> [SOURCE DATA]

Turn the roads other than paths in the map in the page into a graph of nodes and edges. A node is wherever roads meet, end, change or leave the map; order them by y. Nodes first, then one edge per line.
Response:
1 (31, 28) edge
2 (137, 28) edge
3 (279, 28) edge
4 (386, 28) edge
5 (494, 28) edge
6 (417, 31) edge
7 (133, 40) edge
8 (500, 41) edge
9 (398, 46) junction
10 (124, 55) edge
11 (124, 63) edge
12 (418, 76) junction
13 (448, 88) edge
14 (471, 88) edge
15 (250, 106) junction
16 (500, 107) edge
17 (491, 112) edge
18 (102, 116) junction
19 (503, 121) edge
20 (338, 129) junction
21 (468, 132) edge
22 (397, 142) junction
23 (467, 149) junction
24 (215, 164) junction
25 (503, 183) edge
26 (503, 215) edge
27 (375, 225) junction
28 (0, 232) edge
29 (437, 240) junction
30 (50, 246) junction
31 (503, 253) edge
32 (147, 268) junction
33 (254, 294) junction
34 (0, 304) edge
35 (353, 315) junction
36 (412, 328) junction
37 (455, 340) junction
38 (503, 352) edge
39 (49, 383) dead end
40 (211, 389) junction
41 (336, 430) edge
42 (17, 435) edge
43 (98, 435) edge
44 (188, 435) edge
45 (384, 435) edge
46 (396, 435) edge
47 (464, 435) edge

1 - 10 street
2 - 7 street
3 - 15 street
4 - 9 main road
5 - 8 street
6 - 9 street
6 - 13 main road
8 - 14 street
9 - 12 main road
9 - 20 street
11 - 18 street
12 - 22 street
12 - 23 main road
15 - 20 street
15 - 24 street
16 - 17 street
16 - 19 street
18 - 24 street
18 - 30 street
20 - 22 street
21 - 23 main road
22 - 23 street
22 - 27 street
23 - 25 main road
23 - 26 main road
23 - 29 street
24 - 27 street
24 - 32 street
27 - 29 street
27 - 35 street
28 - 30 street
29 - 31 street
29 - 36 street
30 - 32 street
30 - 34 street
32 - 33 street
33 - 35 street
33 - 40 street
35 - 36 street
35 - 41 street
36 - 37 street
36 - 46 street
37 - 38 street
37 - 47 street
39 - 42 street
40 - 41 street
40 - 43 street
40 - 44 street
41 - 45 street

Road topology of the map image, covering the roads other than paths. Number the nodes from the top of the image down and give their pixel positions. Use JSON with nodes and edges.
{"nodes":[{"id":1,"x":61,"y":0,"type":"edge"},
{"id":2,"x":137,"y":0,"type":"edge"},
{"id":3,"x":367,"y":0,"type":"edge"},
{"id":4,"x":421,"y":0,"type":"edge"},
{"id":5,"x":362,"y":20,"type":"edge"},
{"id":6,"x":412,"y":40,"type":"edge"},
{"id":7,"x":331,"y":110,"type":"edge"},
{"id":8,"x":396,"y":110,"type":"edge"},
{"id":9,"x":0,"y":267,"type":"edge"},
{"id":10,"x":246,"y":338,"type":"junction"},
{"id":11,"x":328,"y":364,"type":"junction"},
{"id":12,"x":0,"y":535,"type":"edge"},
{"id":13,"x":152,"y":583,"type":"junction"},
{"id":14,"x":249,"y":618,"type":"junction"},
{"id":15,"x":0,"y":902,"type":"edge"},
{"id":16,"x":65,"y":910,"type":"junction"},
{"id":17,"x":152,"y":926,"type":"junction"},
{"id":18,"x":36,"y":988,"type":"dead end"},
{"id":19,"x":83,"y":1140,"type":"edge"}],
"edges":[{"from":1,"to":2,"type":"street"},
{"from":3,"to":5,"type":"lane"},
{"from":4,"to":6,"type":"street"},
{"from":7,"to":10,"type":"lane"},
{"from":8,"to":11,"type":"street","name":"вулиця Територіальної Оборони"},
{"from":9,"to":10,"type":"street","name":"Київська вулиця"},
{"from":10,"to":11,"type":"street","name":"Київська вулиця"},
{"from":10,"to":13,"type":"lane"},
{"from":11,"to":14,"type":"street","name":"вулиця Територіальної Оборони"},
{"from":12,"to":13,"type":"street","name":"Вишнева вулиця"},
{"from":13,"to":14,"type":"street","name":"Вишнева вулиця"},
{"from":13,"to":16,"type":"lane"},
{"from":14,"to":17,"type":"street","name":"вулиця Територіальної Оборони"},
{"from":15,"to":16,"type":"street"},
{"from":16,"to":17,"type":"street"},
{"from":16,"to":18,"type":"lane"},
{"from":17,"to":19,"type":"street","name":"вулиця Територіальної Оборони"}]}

> [DESCRIPTION OF THE TASK] Go through the entries above and copy each line holding the string "вулиця".

> [SOLUTION FOR THIS TASK]
{"from":8,"to":11,"type":"street","name":"вулиця Територіальної Оборони"},
{"from":9,"to":10,"type":"street","name":"Київська вулиця"},
{"from":10,"to":11,"type":"street","name":"Київська вулиця"},
{"from":11,"to":14,"type":"street","name":"вулиця Територіальної Оборони"},
{"from":12,"to":13,"type":"street","name":"Вишнева вулиця"},
{"from":13,"to":14,"type":"street","name":"Вишнева вулиця"},
{"from":14,"to":17,"type":"street","name":"вулиця Територіальної Оборони"},
{"from":17,"to":19,"type":"street","name":"вулиця Територіальної Оборони"}]}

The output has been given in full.